А тетя Груня, которая накладывала сено в ясли, посмотрела на меня и сказала:
— Бедные сиротинки.
— Будет тебе причитать! — почему-то рассердился дядя Кузьма. — Накаркаешь.
Я стоял посреди двора и смотрел, как дядя Кузьма выкидывает навоз из коровника, где живет корова Зорька, четыре овцы, куры, гуси и хрюшка Марья со своими хрюшатами. От дяди Кузьмы валит пар, от навоза тоже, под ногами у него хрустит тонкий ледок: к утру уже подмораживает. Стоять на одном месте и смотреть холодно, хотя на мне две пары чулок и двое штанов, пальто, валенки, мамин платок, а поверх всего шерстяная шаль. Деревенские мальчишки одеваются совсем не так, как мы, эва-куи-рован-ные, — слово это такое длинное, что я не могу произнести его все сразу. На деревенских сапоги, длинные пальто, подпоясанные веревочками, и чудные шапки. Как у дяди Кузьмы, который ушел, закончив кидать навоз. И тетя Груня закрыла скотный двор и тоже ушла. Было слышно, как за стеной жует корова Зорька, чавкает хрюшка и повизгивают хрюшата.

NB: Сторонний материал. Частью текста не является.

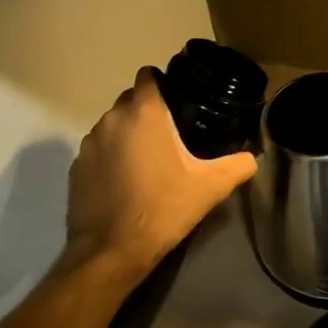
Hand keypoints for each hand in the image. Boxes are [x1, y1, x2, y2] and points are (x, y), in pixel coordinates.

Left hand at [61, 68, 257, 279]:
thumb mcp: (210, 188)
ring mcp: (89, 143)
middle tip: (172, 135)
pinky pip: (98, 150)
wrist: (111, 251)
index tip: (179, 101)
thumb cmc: (162, 209)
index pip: (148, 76)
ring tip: (149, 160)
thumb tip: (252, 158)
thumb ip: (237, 165)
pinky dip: (111, 157)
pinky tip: (126, 181)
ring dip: (128, 134)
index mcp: (144, 114)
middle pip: (130, 100)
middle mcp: (112, 119)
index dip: (163, 83)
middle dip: (148, 111)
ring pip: (113, 125)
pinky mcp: (76, 167)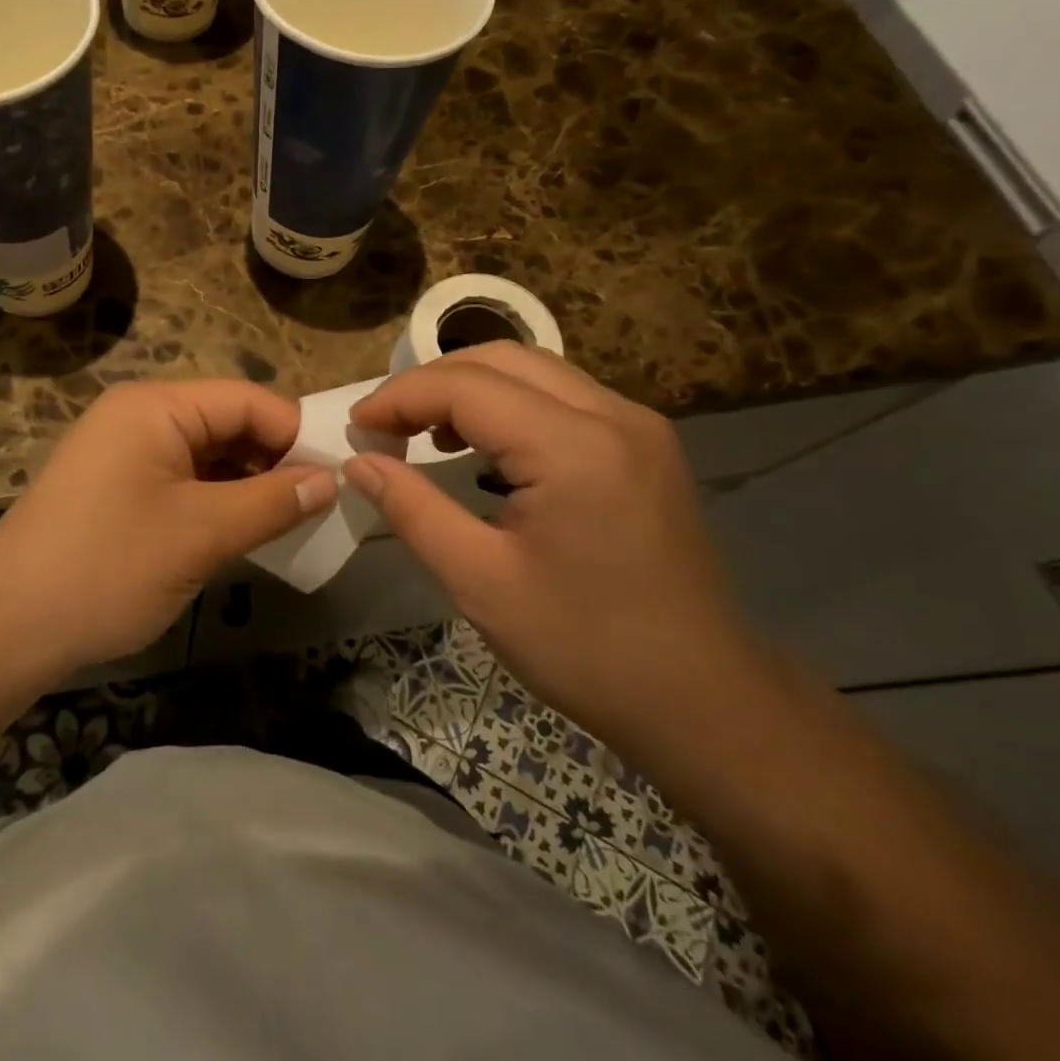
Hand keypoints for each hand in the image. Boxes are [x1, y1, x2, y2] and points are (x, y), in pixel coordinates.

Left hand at [0, 380, 337, 671]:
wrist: (6, 628)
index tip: (337, 479)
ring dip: (247, 485)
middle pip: (228, 423)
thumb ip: (272, 502)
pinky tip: (241, 532)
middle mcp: (139, 416)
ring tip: (288, 524)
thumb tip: (330, 481)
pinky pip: (182, 480)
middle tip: (318, 507)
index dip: (296, 434)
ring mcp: (123, 452)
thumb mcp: (200, 534)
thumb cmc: (107, 567)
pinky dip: (216, 501)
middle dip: (274, 461)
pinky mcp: (116, 488)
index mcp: (156, 407)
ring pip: (207, 455)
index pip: (248, 400)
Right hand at [343, 342, 765, 747]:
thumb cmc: (584, 648)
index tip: (356, 426)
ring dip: (469, 388)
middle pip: (502, 359)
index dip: (400, 397)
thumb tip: (359, 462)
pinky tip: (483, 447)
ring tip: (422, 432)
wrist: (703, 701)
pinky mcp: (644, 447)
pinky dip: (509, 405)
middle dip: (431, 382)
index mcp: (574, 448)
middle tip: (384, 425)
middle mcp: (613, 416)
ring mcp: (638, 427)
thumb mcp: (479, 582)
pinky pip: (562, 399)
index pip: (466, 386)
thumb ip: (412, 509)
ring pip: (535, 371)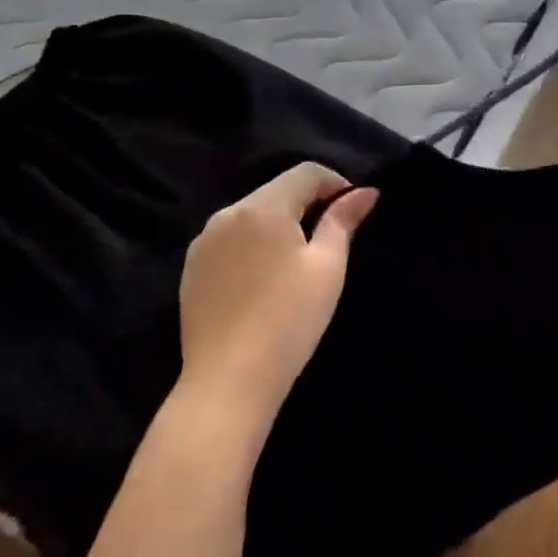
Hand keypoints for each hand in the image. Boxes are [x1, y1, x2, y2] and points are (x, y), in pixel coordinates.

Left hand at [175, 163, 378, 441]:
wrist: (227, 383)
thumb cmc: (288, 320)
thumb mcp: (327, 267)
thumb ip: (344, 221)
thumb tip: (365, 192)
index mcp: (263, 207)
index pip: (306, 173)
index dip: (336, 183)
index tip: (354, 210)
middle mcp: (227, 214)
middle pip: (277, 190)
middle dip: (308, 202)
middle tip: (333, 234)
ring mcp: (203, 242)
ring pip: (252, 214)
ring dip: (281, 222)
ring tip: (300, 257)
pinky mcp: (192, 269)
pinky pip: (231, 239)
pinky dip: (254, 243)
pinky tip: (266, 276)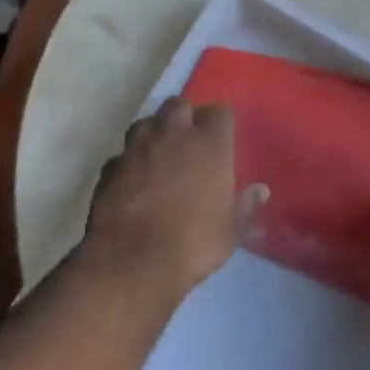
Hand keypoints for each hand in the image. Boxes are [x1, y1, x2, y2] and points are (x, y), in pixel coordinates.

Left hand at [79, 99, 249, 308]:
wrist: (130, 264)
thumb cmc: (193, 243)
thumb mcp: (231, 231)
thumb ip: (246, 205)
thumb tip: (260, 190)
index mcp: (210, 143)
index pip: (220, 112)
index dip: (221, 123)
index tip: (223, 139)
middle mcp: (173, 135)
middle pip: (179, 105)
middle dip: (184, 117)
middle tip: (189, 141)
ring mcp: (136, 149)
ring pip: (146, 123)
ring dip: (154, 133)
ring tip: (159, 154)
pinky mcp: (109, 169)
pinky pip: (121, 155)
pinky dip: (129, 162)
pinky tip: (133, 181)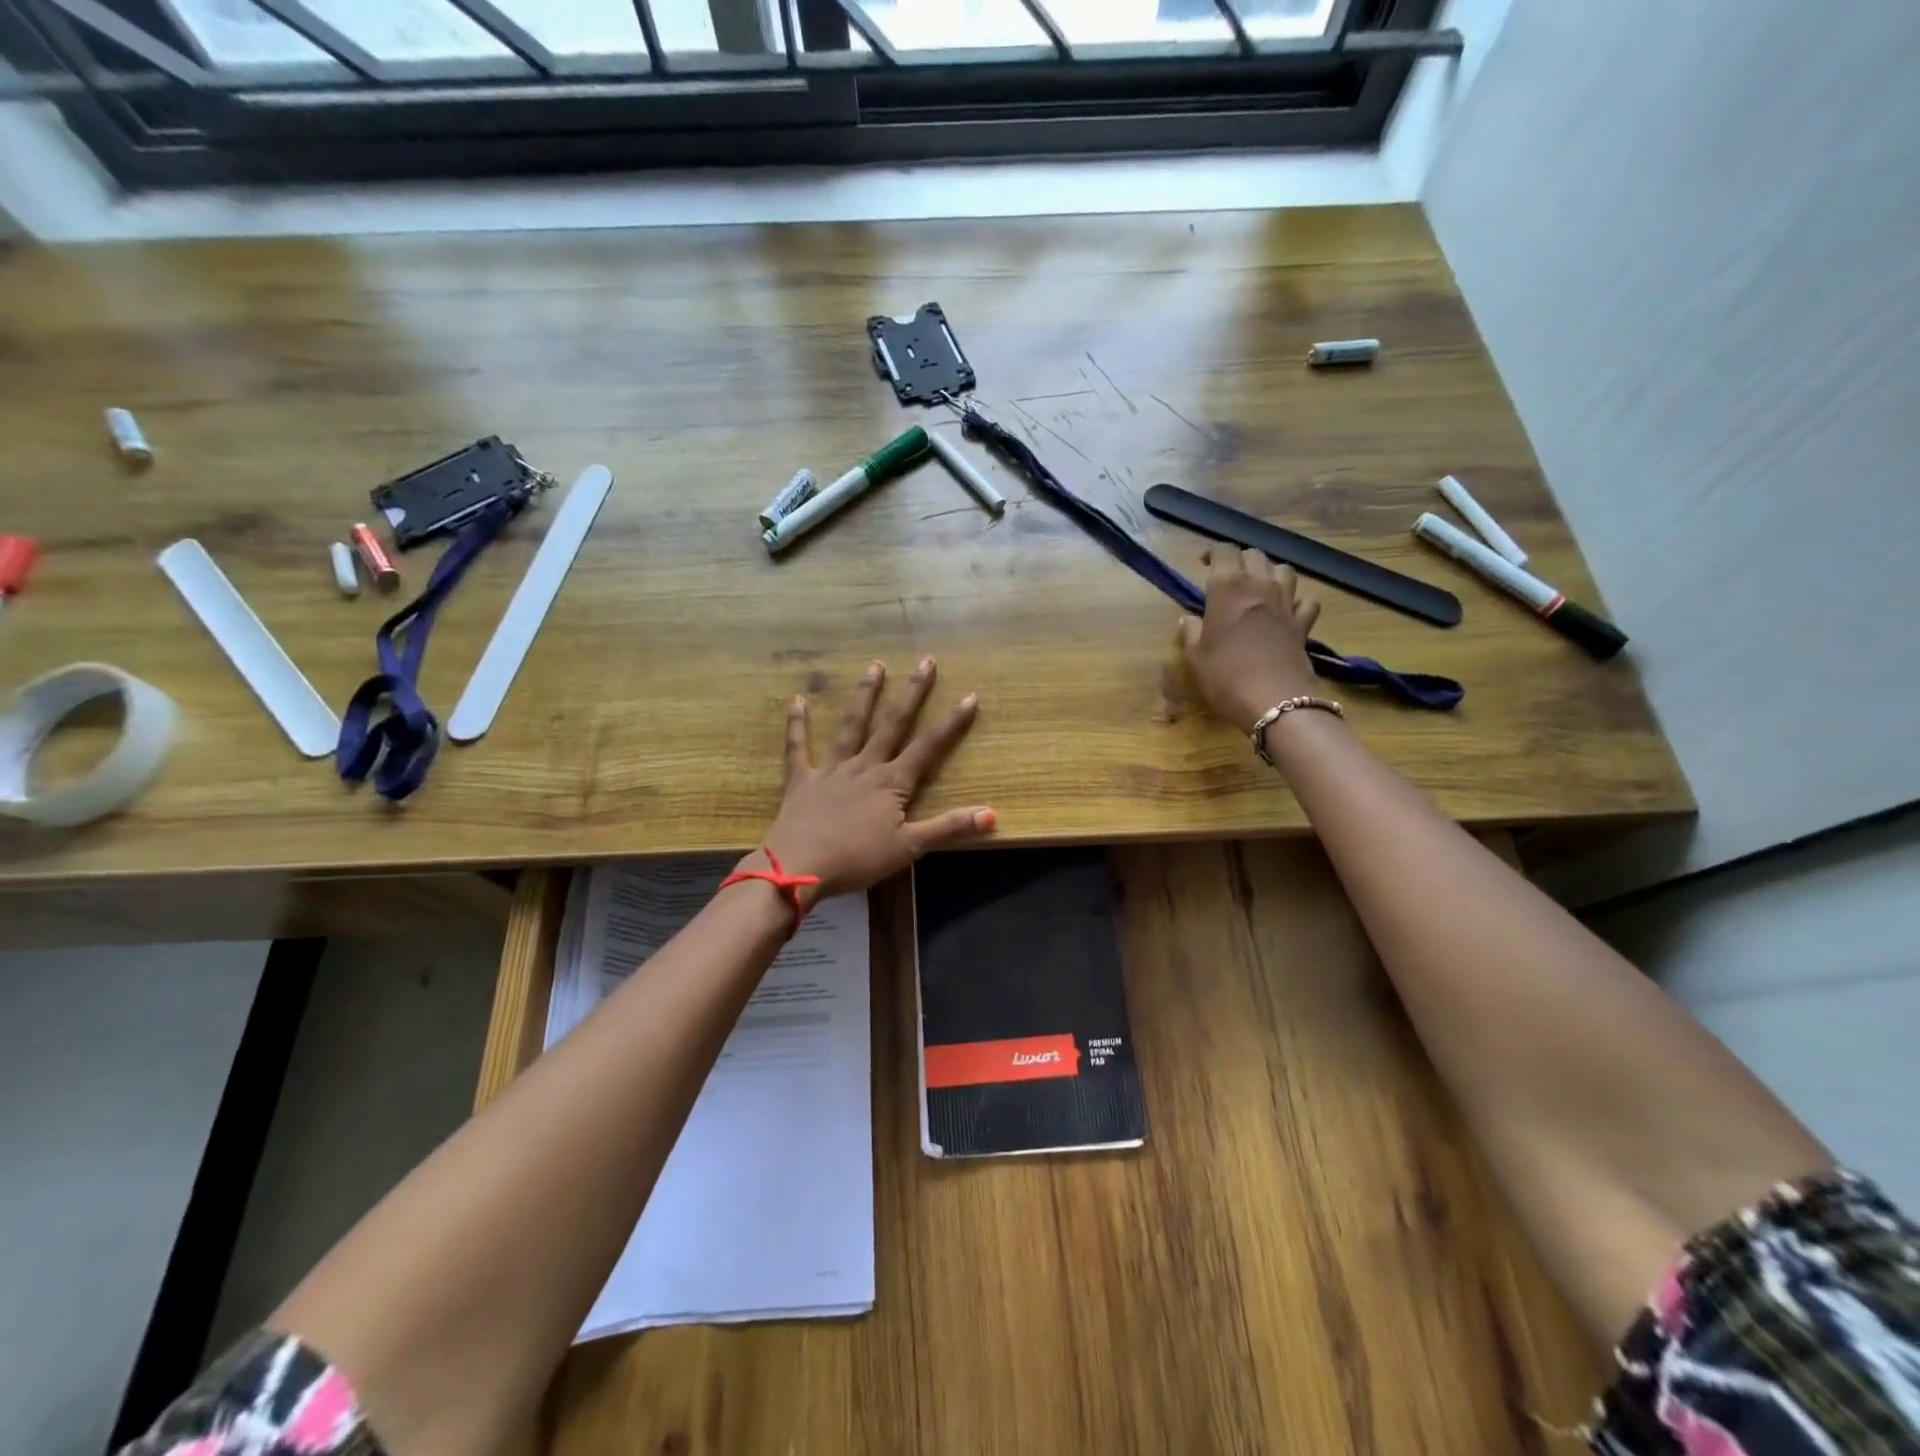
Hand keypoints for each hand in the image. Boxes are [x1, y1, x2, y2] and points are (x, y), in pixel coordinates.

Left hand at [755, 658, 995, 903]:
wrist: (798, 866)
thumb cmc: (857, 859)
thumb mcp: (909, 848)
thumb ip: (948, 828)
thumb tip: (992, 815)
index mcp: (892, 783)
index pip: (929, 747)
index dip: (952, 723)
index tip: (970, 696)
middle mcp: (865, 766)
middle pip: (893, 724)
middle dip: (912, 693)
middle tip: (925, 661)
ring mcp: (831, 769)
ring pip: (851, 725)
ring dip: (865, 695)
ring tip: (875, 666)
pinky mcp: (802, 780)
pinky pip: (798, 747)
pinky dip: (797, 724)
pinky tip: (797, 700)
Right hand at [1177, 548, 1322, 733]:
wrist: (1274, 701)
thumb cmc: (1225, 676)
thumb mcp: (1195, 657)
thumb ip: (1191, 632)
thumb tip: (1189, 619)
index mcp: (1228, 588)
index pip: (1224, 551)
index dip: (1214, 553)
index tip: (1204, 563)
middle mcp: (1259, 586)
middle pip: (1255, 555)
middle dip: (1240, 560)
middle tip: (1228, 577)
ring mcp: (1286, 603)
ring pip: (1284, 570)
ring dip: (1270, 573)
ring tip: (1259, 588)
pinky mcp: (1303, 624)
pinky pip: (1306, 601)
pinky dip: (1297, 601)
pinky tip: (1287, 612)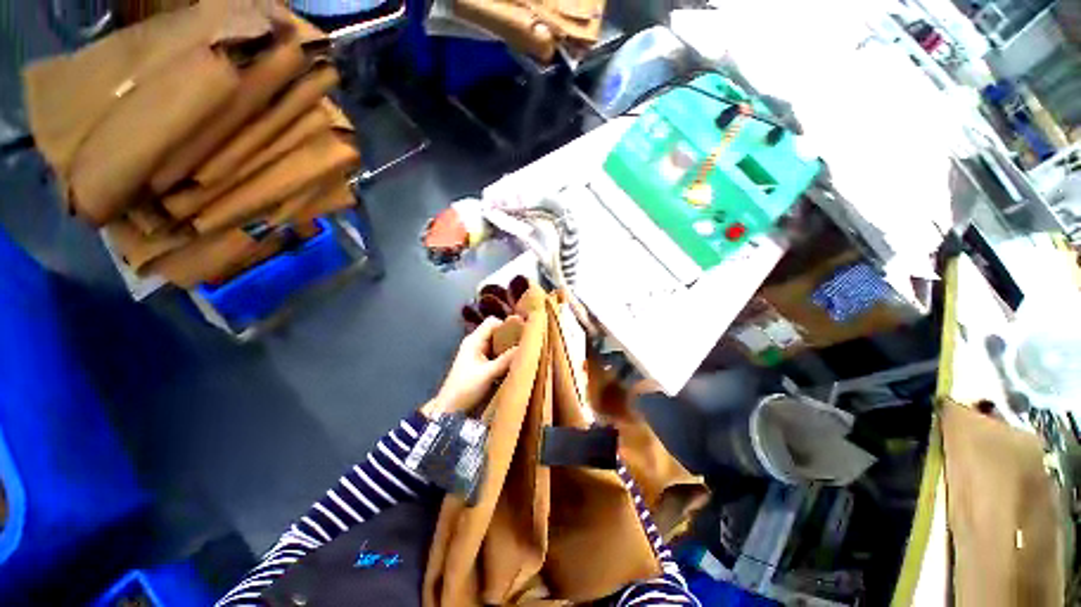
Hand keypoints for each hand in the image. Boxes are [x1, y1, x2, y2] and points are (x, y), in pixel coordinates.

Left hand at [422, 317, 518, 417]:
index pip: (492, 322)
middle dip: (510, 336)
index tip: (522, 331)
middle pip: (496, 332)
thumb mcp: (488, 373)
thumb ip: (506, 359)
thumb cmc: (466, 387)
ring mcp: (478, 354)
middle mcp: (476, 343)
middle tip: (527, 343)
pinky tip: (515, 362)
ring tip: (524, 352)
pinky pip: (496, 354)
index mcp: (474, 340)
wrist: (450, 409)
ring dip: (509, 348)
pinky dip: (505, 356)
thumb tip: (525, 347)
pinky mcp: (481, 364)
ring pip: (497, 344)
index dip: (507, 324)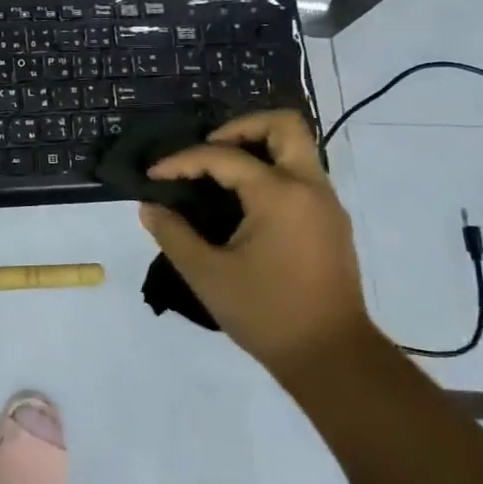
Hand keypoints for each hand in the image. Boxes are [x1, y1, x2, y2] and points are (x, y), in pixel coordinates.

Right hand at [137, 110, 374, 379]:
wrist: (333, 358)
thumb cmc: (267, 313)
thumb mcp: (207, 275)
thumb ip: (173, 234)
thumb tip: (150, 207)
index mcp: (280, 194)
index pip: (223, 157)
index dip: (182, 161)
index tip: (153, 176)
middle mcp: (309, 187)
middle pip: (283, 125)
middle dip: (240, 127)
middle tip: (207, 150)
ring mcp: (326, 203)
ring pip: (297, 147)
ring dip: (257, 147)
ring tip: (219, 174)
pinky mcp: (331, 222)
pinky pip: (301, 174)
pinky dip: (270, 170)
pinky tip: (242, 201)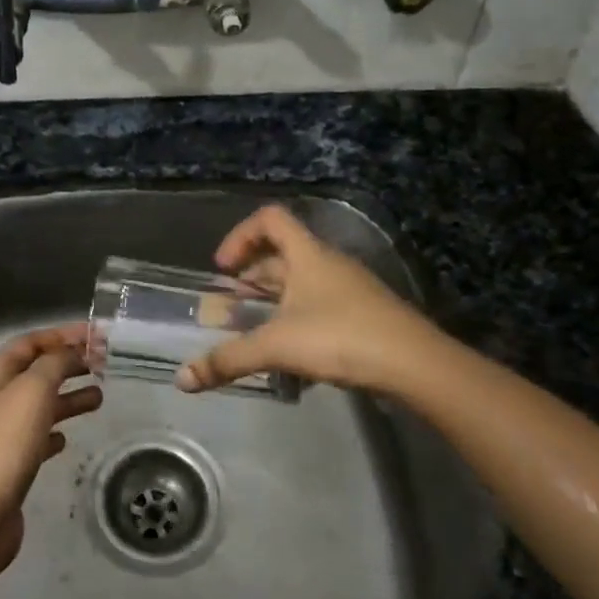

И я тоже пошел домой: и потому что холодно, и потому что папа сидит в блокаде и не может никуда пойти, потому что волки. Но только там не волки, а гитлеры, которые никого не выпускают, бомбят из самолетов и стреляют из пушек. Мне ужасно жалко и папу, и овец, из которых делают рукавицы, и кур, из которых варят куриный суп, и маму, и себя, потому что мы — эвакуированные.
В сенях я уткнулся в густую шерсть дядикузиной собаки по прозвищу Урал и долго плакал, а Урал лизал мое лицо и жалел меня, потому что я был теперь бедной сиротинкой.
Глава 3
Мария открыла глаза и увидела серую громадину печи, а рядом с ней что-то смутно темное, точно висящее в воздухе. И хотя она знала, что это деревянная кровать, на которой спит Ленка Землякова, ей показалось странным, что она все это видит, потому что вечером, когда погасили керосиновую лампу, все сразу же провалилось в черноту, и лишь окна серыми пятнами пялились из этой черноты, ничего не освещая. И за окном была такая же темнота. А уж в Ленинграде — так и подавно: блокада.
Мария слегка повернула голову и посмотрела на окна — из них сочился слабый свет. Он будто вытащил из тьмы и печь, и кровать возле нее, и все остальное. Значит, пора вставать. А вставать ужасно не хочется: кажется, что она только что легла и почти не спала — и вот уже утро.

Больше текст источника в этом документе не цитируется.